- _What needs to be done_: Below are some records. How many of their lines contain the string "edges"? Answer with the number alone.

- _Data to examine_:
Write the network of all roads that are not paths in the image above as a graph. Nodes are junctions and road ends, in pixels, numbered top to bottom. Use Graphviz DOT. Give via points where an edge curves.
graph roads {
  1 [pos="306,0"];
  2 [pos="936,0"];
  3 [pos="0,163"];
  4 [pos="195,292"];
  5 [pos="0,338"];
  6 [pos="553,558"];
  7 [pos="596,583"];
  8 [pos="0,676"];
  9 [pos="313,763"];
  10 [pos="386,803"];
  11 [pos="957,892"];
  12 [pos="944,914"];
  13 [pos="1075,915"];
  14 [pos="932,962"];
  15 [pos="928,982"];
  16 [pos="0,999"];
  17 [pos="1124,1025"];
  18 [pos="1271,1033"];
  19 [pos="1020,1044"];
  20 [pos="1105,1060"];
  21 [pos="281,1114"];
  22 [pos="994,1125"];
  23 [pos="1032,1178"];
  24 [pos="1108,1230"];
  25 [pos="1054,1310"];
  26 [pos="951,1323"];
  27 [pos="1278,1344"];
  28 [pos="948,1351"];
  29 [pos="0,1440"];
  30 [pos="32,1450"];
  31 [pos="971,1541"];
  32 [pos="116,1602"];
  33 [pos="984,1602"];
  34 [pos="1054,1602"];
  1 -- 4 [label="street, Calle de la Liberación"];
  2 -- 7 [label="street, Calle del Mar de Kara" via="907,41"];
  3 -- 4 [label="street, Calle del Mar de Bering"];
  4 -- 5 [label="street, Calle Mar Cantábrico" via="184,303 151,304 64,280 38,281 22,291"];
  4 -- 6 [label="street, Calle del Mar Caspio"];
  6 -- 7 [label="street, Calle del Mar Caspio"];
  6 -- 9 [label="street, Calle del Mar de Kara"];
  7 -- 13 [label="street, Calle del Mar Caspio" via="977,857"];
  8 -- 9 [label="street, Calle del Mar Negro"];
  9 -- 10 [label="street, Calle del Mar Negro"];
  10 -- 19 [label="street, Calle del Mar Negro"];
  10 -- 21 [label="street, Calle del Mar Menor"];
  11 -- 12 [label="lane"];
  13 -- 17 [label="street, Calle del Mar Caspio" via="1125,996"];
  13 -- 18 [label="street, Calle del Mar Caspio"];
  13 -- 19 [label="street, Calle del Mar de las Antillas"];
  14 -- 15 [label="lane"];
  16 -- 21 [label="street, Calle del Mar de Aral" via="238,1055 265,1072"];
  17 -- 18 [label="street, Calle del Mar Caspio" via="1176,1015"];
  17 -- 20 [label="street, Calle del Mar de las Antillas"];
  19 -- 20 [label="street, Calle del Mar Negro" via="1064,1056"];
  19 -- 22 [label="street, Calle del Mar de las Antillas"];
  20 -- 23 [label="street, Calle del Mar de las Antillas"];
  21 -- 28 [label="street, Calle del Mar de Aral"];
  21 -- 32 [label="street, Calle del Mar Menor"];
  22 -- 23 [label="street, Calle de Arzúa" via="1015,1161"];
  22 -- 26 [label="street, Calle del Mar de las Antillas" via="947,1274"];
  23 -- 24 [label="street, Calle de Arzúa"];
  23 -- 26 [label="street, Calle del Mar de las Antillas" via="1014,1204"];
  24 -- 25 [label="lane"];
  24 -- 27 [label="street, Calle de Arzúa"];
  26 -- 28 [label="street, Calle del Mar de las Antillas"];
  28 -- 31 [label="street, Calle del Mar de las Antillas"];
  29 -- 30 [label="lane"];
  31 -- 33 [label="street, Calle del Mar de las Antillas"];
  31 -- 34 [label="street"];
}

* * *

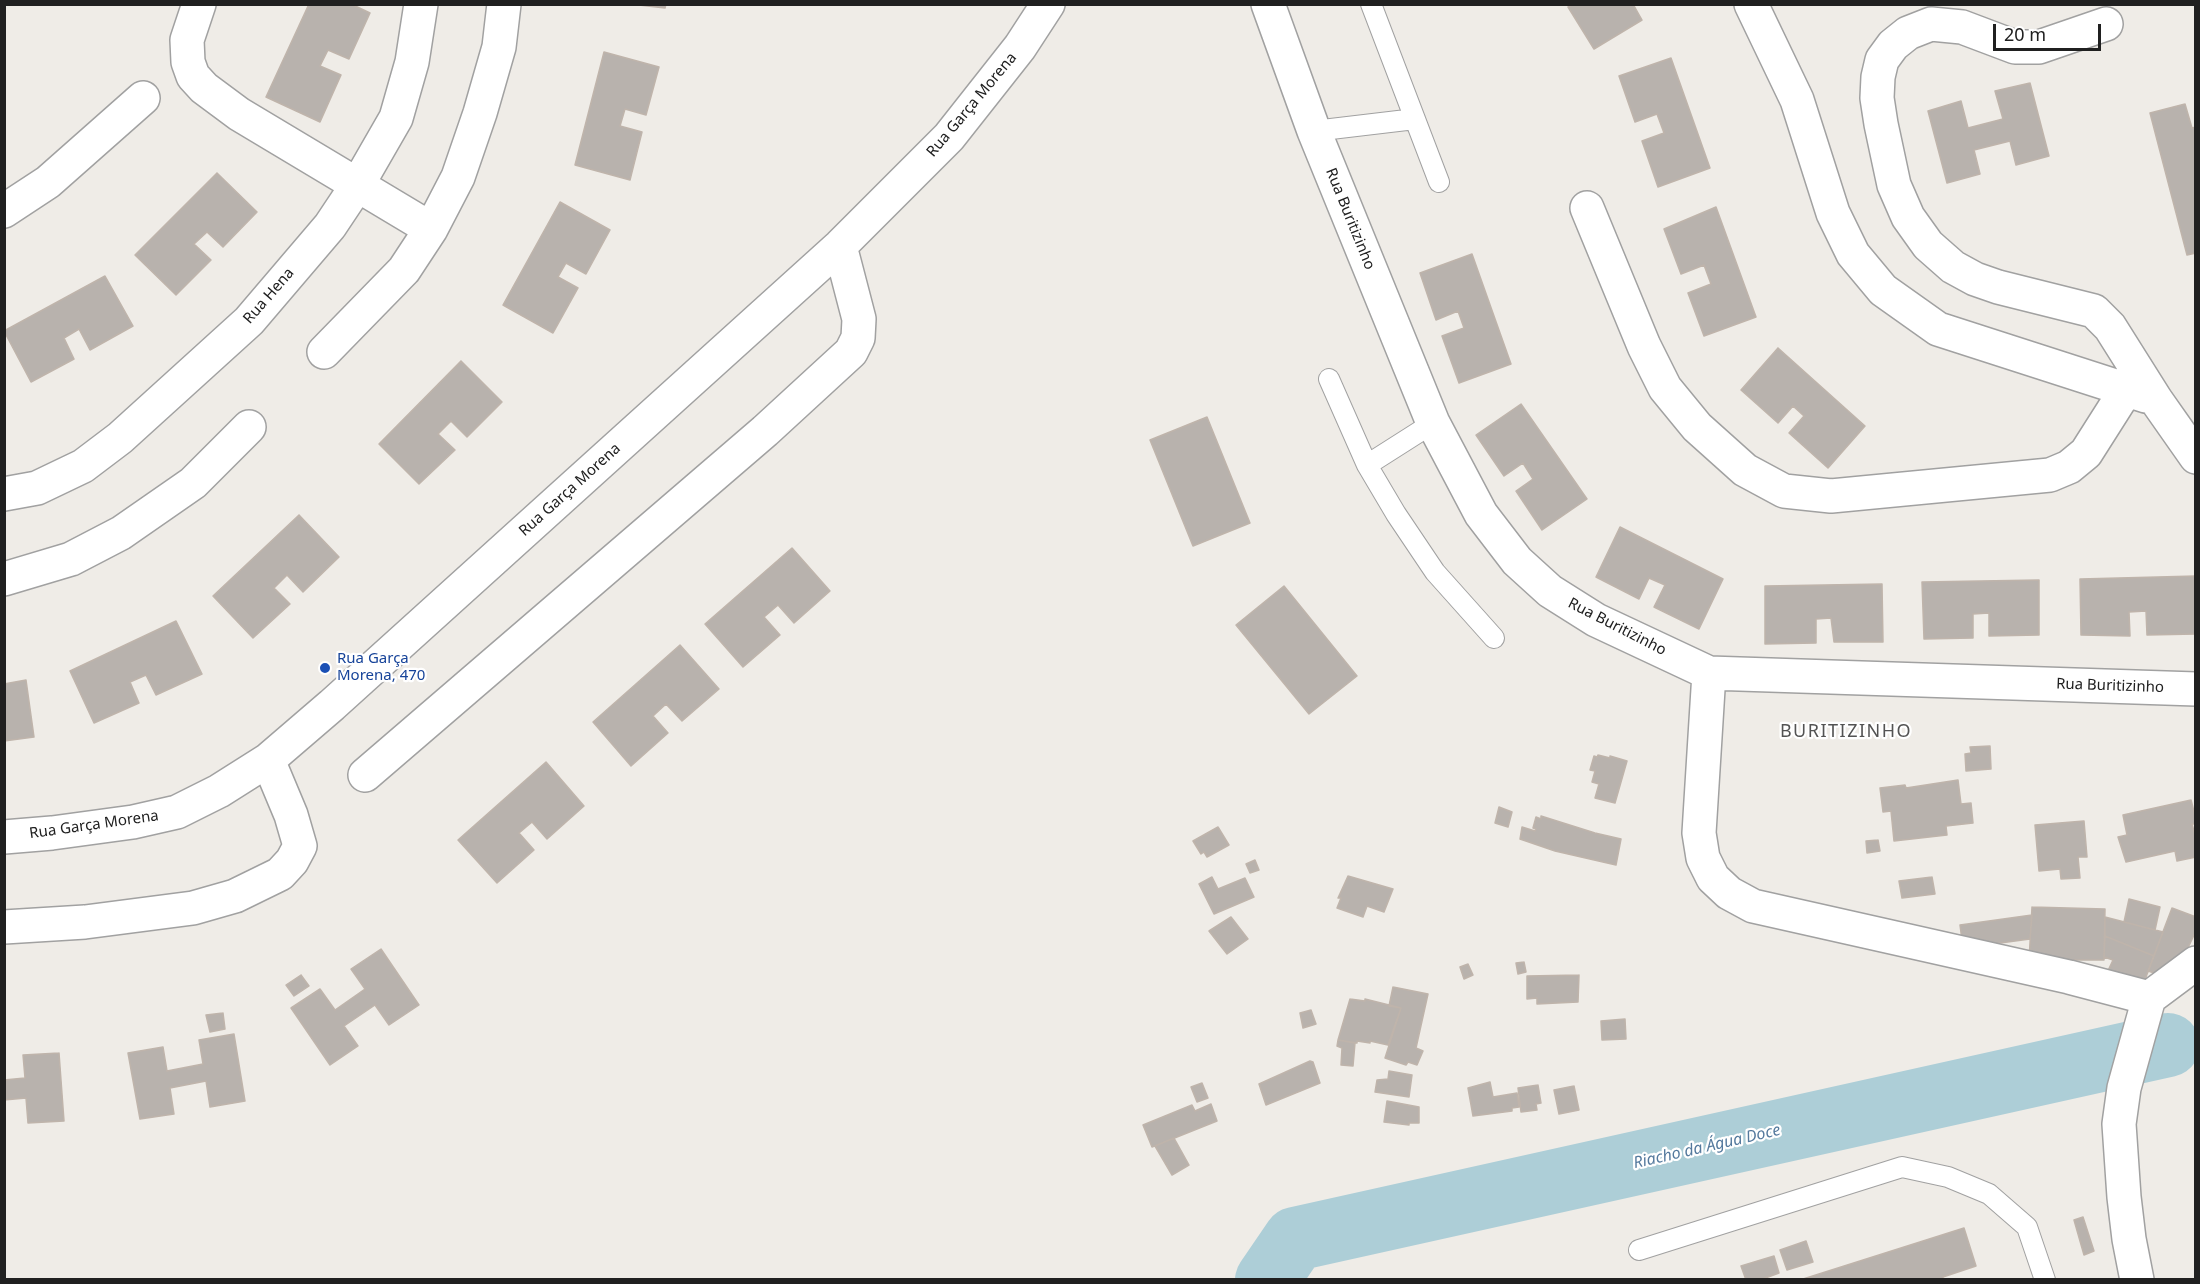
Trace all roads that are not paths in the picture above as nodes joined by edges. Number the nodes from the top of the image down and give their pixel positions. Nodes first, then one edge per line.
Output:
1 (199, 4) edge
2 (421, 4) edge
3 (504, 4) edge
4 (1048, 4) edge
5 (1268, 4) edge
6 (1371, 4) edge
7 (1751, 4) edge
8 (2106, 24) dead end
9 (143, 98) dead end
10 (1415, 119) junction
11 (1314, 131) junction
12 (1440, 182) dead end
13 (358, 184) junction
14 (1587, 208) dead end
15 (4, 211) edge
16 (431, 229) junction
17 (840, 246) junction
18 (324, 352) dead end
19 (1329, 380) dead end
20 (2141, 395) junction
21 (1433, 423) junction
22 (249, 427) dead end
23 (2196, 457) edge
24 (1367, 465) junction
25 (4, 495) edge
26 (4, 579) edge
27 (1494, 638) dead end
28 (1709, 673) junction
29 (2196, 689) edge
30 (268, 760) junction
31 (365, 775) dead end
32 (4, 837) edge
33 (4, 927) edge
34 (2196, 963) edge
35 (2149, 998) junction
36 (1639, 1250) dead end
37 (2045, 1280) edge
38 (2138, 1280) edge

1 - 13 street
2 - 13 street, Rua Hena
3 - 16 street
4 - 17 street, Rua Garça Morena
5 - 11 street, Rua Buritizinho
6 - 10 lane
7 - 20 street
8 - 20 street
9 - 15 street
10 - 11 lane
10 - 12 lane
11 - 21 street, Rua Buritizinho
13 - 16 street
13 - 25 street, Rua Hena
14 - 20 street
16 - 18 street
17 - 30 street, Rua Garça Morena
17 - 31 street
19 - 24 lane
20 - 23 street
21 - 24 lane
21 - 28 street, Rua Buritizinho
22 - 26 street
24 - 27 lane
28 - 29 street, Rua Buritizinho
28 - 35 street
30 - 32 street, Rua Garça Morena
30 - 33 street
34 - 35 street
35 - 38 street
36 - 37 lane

==

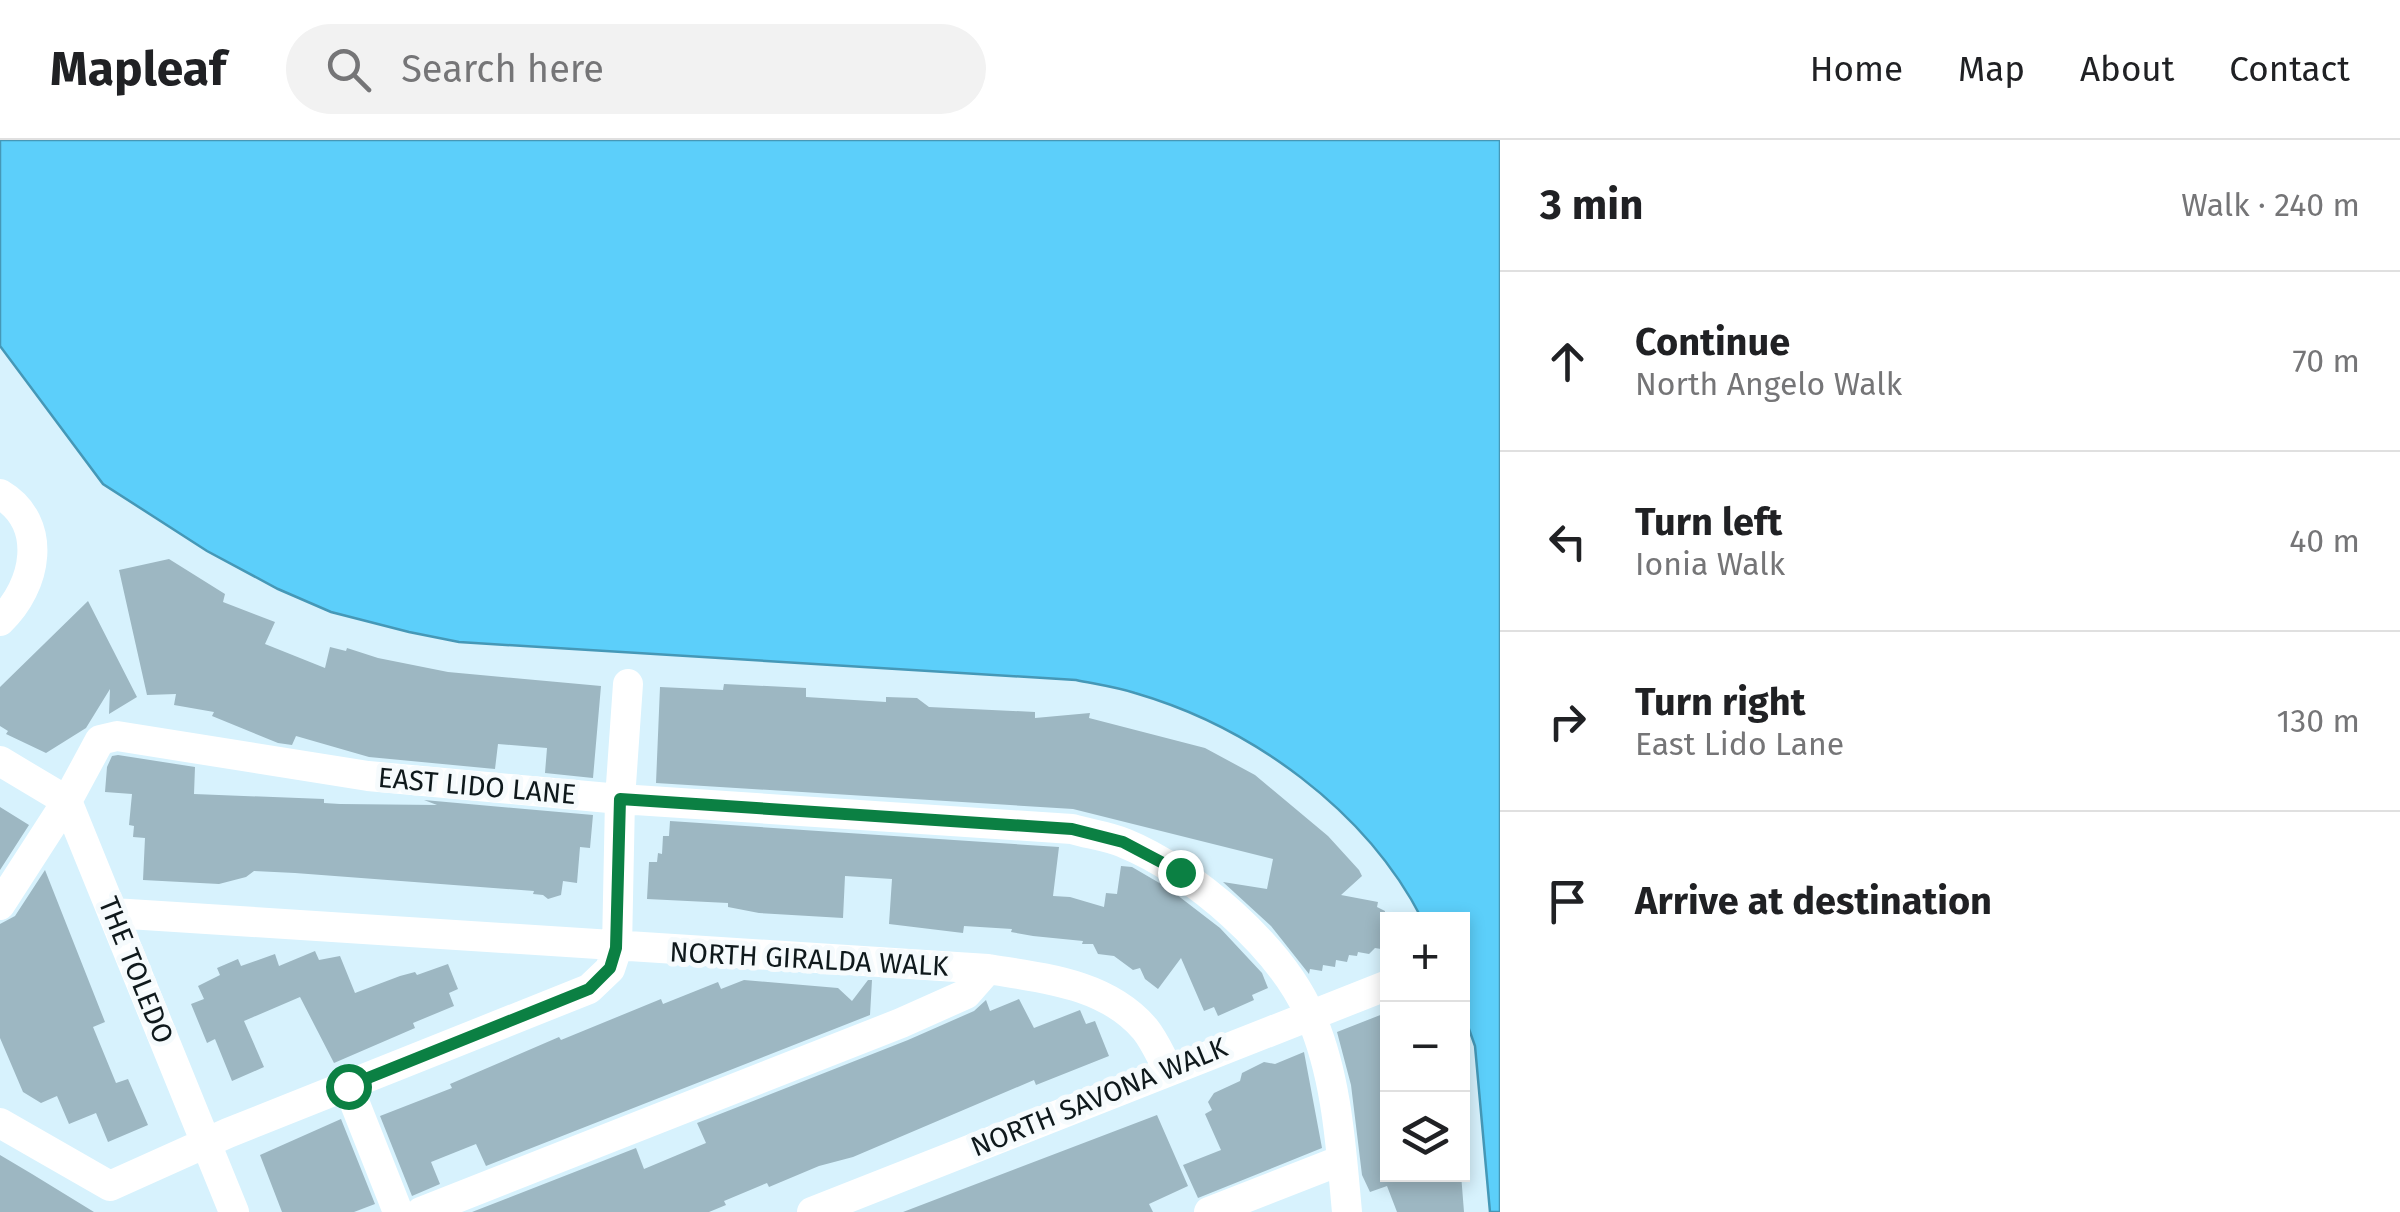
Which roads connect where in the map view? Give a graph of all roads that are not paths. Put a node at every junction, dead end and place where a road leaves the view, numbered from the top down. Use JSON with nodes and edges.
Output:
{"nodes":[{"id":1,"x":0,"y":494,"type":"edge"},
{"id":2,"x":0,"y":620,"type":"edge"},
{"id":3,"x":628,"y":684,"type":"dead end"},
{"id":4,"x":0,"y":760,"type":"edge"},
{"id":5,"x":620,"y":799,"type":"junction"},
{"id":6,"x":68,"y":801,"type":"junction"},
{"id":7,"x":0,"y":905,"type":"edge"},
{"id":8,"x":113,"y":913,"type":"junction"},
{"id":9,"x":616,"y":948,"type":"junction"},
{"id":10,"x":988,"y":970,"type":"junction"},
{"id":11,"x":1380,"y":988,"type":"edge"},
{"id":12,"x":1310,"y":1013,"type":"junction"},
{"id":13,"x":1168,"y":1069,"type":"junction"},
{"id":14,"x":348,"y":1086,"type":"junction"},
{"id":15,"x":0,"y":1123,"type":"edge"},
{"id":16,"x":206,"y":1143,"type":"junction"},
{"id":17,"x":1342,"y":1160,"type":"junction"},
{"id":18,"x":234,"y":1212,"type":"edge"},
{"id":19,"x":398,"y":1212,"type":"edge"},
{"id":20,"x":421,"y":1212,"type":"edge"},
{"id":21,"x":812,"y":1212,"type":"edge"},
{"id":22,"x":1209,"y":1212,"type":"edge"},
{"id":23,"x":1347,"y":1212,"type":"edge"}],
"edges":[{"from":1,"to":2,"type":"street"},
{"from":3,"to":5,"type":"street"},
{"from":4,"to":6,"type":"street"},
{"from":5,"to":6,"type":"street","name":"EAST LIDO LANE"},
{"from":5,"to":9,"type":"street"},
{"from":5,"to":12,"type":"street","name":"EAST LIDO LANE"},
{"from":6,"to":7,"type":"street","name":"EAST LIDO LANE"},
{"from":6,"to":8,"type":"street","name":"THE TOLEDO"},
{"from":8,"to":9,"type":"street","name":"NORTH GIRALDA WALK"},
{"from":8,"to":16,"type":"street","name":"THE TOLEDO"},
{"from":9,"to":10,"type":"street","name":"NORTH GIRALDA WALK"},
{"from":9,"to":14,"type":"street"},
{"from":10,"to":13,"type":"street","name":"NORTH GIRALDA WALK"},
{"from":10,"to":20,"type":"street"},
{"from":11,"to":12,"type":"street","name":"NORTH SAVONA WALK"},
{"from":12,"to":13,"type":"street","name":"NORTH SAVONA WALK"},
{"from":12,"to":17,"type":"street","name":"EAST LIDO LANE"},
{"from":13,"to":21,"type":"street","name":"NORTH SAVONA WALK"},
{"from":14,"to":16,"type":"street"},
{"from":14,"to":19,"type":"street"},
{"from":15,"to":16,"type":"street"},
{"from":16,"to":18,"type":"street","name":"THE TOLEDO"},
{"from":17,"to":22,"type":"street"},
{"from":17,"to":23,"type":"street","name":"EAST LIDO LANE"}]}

- _Your solution_: 3